RECORD SET:
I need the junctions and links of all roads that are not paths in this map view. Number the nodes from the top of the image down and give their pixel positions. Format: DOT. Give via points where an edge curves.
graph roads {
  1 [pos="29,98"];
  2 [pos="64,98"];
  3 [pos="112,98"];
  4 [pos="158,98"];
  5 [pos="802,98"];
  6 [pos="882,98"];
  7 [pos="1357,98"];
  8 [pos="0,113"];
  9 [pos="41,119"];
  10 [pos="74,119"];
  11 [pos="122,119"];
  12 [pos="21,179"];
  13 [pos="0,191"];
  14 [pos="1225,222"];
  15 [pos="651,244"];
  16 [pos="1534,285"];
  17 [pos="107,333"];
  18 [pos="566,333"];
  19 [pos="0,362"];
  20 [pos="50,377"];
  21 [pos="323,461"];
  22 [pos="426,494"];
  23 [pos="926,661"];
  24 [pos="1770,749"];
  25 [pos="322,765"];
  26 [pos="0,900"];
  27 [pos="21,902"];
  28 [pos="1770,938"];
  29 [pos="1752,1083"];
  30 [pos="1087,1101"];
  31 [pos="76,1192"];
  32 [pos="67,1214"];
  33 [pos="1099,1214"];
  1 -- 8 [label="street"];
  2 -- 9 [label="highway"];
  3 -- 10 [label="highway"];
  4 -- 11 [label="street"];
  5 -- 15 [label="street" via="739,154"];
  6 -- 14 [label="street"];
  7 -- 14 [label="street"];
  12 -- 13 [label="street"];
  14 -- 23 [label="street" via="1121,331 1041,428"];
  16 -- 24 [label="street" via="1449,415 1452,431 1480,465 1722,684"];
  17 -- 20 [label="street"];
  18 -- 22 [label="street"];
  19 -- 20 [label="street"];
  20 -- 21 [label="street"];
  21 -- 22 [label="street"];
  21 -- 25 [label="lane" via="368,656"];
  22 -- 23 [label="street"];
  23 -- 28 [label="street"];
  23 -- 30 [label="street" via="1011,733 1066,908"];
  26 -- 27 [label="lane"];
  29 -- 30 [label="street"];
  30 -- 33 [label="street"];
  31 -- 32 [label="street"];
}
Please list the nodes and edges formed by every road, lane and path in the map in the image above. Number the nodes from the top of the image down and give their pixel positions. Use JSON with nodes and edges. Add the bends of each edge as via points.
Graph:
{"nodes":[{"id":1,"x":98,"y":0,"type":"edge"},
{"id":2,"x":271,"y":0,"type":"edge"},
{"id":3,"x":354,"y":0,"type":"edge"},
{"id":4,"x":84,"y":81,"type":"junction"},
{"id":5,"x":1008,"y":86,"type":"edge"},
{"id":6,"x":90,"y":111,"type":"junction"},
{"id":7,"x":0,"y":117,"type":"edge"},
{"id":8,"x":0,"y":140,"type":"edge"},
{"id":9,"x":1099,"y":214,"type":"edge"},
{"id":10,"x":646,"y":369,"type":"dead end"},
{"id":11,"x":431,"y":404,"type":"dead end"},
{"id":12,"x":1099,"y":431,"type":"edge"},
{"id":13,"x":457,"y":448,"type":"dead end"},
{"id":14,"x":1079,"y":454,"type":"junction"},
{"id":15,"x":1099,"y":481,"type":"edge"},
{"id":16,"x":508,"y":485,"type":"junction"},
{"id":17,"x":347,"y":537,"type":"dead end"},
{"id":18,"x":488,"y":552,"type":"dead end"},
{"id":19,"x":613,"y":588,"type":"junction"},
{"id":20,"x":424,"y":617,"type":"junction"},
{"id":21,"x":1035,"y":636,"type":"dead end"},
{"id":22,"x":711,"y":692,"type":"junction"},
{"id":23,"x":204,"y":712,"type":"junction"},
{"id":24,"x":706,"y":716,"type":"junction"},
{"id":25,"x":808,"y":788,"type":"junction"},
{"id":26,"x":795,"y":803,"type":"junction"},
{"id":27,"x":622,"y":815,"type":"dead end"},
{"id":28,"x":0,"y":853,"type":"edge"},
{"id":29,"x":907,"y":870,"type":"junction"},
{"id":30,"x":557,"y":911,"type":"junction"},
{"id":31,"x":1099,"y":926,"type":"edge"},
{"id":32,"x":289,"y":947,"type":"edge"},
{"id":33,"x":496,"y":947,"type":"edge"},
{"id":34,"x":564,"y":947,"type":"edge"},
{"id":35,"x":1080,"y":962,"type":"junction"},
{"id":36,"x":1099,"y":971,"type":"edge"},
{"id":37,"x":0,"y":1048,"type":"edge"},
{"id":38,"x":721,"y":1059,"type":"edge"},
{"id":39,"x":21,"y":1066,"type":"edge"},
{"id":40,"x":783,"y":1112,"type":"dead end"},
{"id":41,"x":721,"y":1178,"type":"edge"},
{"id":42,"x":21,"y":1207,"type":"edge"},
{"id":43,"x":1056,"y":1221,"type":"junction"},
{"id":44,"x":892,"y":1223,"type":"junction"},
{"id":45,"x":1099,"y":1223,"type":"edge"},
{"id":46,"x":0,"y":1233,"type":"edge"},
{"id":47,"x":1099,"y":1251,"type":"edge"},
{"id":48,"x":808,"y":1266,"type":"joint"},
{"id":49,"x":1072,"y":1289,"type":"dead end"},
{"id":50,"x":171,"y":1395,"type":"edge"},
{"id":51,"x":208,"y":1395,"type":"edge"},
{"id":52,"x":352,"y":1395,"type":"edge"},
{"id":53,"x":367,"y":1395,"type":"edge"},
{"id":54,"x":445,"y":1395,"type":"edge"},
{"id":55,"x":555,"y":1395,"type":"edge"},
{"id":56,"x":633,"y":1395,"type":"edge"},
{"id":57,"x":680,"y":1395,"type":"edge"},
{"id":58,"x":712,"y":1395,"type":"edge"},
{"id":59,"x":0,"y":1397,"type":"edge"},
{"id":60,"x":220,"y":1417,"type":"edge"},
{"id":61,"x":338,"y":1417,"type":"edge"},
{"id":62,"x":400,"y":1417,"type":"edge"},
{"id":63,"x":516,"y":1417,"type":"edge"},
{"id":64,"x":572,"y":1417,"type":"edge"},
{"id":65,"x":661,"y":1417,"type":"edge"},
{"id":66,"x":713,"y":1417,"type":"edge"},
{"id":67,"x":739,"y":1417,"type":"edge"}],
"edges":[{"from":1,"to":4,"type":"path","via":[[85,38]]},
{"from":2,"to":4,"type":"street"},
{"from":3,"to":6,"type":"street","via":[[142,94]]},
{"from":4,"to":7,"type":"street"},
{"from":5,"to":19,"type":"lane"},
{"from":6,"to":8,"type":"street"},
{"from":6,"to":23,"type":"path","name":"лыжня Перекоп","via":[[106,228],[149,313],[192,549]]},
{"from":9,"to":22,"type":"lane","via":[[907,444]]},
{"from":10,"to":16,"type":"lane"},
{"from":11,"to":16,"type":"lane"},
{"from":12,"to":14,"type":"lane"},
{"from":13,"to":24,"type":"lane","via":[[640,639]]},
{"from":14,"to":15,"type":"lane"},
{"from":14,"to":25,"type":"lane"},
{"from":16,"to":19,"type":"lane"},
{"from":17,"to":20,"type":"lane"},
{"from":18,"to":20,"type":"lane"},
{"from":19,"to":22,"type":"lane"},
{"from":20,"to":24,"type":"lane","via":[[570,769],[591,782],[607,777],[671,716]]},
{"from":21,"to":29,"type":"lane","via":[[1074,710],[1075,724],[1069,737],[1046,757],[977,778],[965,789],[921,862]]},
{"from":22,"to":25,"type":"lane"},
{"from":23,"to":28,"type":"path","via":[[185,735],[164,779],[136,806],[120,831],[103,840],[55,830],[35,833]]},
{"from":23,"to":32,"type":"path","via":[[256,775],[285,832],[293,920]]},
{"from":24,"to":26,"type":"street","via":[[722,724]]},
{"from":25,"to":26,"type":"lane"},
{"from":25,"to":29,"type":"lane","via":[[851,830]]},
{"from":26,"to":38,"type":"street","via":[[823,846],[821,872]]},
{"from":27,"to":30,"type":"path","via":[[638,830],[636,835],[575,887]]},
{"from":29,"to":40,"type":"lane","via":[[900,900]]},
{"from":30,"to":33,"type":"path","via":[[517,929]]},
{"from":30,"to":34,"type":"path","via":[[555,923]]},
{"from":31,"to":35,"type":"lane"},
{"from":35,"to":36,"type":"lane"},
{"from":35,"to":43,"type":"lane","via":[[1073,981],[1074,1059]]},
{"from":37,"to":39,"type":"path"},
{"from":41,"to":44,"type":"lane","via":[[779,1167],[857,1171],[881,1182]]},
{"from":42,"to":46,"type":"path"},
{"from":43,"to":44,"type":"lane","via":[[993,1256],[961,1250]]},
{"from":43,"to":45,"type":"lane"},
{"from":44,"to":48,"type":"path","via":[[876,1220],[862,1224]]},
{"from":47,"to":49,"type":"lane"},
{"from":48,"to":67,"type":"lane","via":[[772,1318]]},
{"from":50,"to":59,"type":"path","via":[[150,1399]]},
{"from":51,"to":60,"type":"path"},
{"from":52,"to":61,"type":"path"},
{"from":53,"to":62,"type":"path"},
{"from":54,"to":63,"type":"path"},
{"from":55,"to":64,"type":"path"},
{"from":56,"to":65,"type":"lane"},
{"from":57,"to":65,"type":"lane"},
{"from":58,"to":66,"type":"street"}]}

PROBLEM DETAILS: Show me every line in the data above that includes "their".

REPLY:
I need the junctions and links of all roads that are not paths in this map view. Number the nodes from the top of the image down and give their pixel positions. Format: DOT. Give via points where an edge curves.
Please list the nodes and edges formed by every road, lane and path in the map in the image above. Number the nodes from the top of the image down and give their pixel positions. Use JSON with nodes and edges. Add the bends of each edge as via points.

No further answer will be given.